Projet de Stratégie Nationale pour le Développement Durable & le défi concernant les transports

La SNDD (Stratégie Nationale pour le Développement Durable) propose une architecture commune à tous les acteurs de la Nation, publics et privés, pour les aider à structurer leurs propres projets de développement durable autour de choix stratégiques et d’indicateurs qui ont fait l’objet d’un large consensus. Elle a notamment vocation à assurer la cohérence et la complémentarité des engagements internationaux et européens de la France, et des politiques nationales, transversales ou sectorielles.
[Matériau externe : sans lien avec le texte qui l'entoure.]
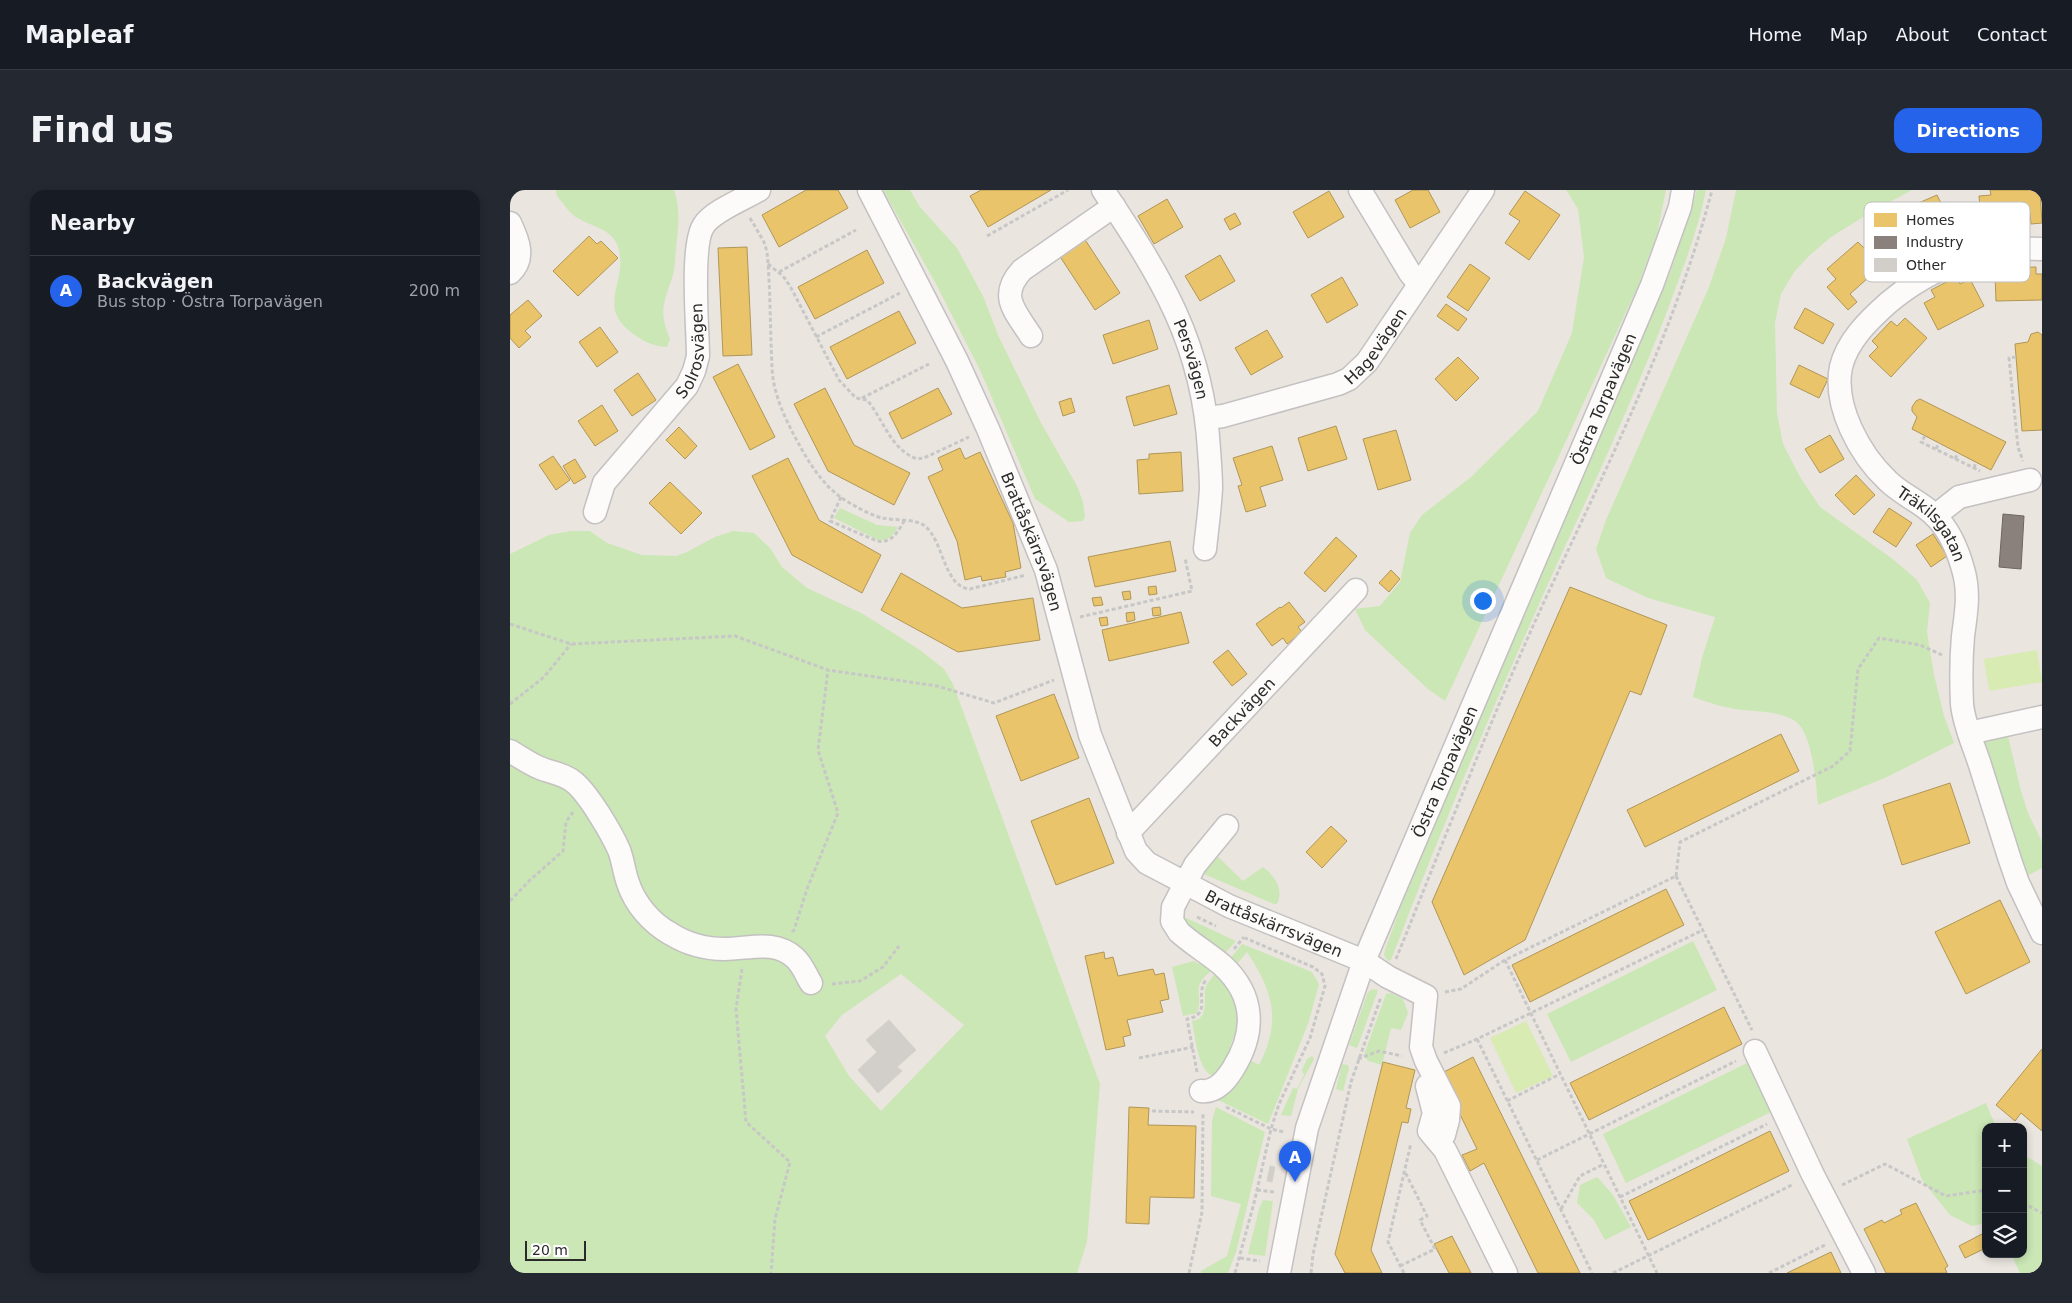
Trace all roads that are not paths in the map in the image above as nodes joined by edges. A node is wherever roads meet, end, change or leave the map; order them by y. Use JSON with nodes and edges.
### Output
{"nodes":[{"id":1,"x":869,"y":190,"type":"edge"},
{"id":2,"x":1360,"y":190,"type":"edge"},
{"id":3,"x":1483,"y":190,"type":"edge"},
{"id":4,"x":1684,"y":190,"type":"edge"},
{"id":5,"x":749,"y":195,"type":"edge"},
{"id":6,"x":1108,"y":198,"type":"edge"},
{"id":7,"x":510,"y":223,"type":"edge"},
{"id":8,"x":510,"y":273,"type":"edge"},
{"id":9,"x":1919,"y":282,"type":"edge"},
{"id":10,"x":1419,"y":284,"type":"junction"},
{"id":11,"x":1031,"y":336,"type":"dead end"},
{"id":12,"x":1207,"y":418,"type":"junction"},
{"id":13,"x":2020,"y":483,"type":"road end"},
{"id":14,"x":596,"y":512,"type":"dead end"},
{"id":15,"x":1935,"y":516,"type":"junction"},
{"id":16,"x":1205,"y":549,"type":"road end"},
{"id":17,"x":1356,"y":590,"type":"dead end"},
{"id":18,"x":2042,"y":717,"type":"edge"},
{"id":19,"x":1969,"y":733,"type":"junction"},
{"id":20,"x":510,"y":752,"type":"edge"},
{"id":21,"x":1226,"y":826,"type":"dead end"},
{"id":22,"x":1128,"y":833,"type":"junction"},
{"id":23,"x":1186,"y":884,"type":"junction"},
{"id":24,"x":2042,"y":933,"type":"edge"},
{"id":25,"x":1364,"y":961,"type":"junction"},
{"id":26,"x":811,"y":983,"type":"road end"},
{"id":27,"x":1755,"y":1051,"type":"road end"},
{"id":28,"x":1203,"y":1098,"type":"road end"},
{"id":29,"x":1271,"y":1267,"type":"edge"},
{"id":30,"x":1506,"y":1273,"type":"edge"},
{"id":31,"x":1864,"y":1273,"type":"edge"}],
"edges":[{"from":1,"to":22,"type":"street","name":"Brattåskärrsvägen"},
{"from":2,"to":10,"type":"street"},
{"from":3,"to":10,"type":"street","name":"Hagevägen"},
{"from":4,"to":25,"type":"street","name":"Östra Torpavägen"},
{"from":5,"to":14,"type":"street","name":"Solrosvägen"},
{"from":6,"to":11,"type":"street"},
{"from":6,"to":12,"type":"street","name":"Persvägen"},
{"from":7,"to":8,"type":"street"},
{"from":9,"to":15,"type":"street","name":"Träkilsgatan"},
{"from":10,"to":12,"type":"street","name":"Hagevägen"},
{"from":12,"to":16,"type":"street","name":"Persvägen"},
{"from":13,"to":15,"type":"street"},
{"from":15,"to":19,"type":"street","name":"Träkilsgatan"},
{"from":17,"to":22,"type":"street","name":"Backvägen"},
{"from":18,"to":19,"type":"street"},
{"from":19,"to":24,"type":"street","name":"Träkilsgatan"},
{"from":20,"to":26,"type":"street"},
{"from":21,"to":23,"type":"street"},
{"from":22,"to":23,"type":"street","name":"Brattåskärrsvägen"},
{"from":23,"to":25,"type":"street","name":"Brattåskärrsvägen"},
{"from":23,"to":28,"type":"street","name":"Brattåskärrsvägen"},
{"from":25,"to":29,"type":"street","name":"Östra Torpavägen"},
{"from":25,"to":30,"type":"street","name":"Brattåskärrsvägen"},
{"from":27,"to":31,"type":"street"}]}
La stratégie nationale vise, en développant une économie sobre en ressources naturelles et décarbonée, à faire de la France un des acteurs majeurs de l’économie verte qui est la seule compatible avec le développement des pays émergents, tout en poursuivant un objectif de justice et d’équité sociale. Elle s’articule à cette fin autour de neuf défis stratégiques, cohérents avec nos engagements européens, et que nous devons relever pour aller vers une économie verte et équitable :

 

·         une consommation et une production durables, grâce à des consommateurs et des producteurs responsables, qui agissent en prenant en compte tout le cycle de vie des produits et des services ;

·         la société de la connaissance par le développement de l’information, de la formation, de l’éducation tout au long de la vie et de l’accès à la culture par un soutien accru à la recherche et à l’innovation, condition de notre compétitivité et donc de la pérennité de notre modèle économique et social ;

·         la gouvernance, qui doit faciliter notre adaptation au changement et aider notre société à évoluer en associant toutes les parties prenantes ;

·         le changement climatique et l’énergie qui exigent une rigueur et une sobriété plus grandes dans nos consommations, le développement des énergies renouvelables, l’adaptation des territoires en veillant à la situation des personnes et des activités vulnérables ;

·         les transports et la mobilité durables (voir page 24 document ci dessous), en favorisant le report modal, la complémentarité et les transports les moins polluants, en s’attachant à réduire les déplacements contraints, à développer des systèmes innovants répondant aux besoins de performances économiques, écologiques et de cohésion sociale ;

·         la conservation et la gestion durable de la biodiversité et des ressources naturelles en nous appuyant sur une meilleure connaissance – et reconnaissance – de leur contribution à nos besoins les plus essentiels, sur une économie, une urbanisation, des organisations plus sobres et plus éco-innovantes ;

·         la santé publique, la prévention et la gestion des risques, en prêtant une attention particulière à la qualité des milieux et aux inégalités sociales potentielles ;

·         la démographie, l’immigration et l’inclusion sociale dont l’impact sur l’économie et l’équilibre de nos systèmes de protection sociale est déterminant, en nous a
ttachant à lutter contre toutes les exclusions dues notamment à l’âge, à la pauvreté, à l’insuffisance d’éducation et de formation et en s’appuyant sur la dimension pluricuturelle de la société française ;

·         les défis internationaux en matière de développement durable et de lutte contre la pauvreté dans le monde en soutenant le renforcement de la gouvernance internationale pour mieux intégrer les exigences du développement durable, en contribuant à la sécurité alimentaire et énergétique des pays les plus défavorisés.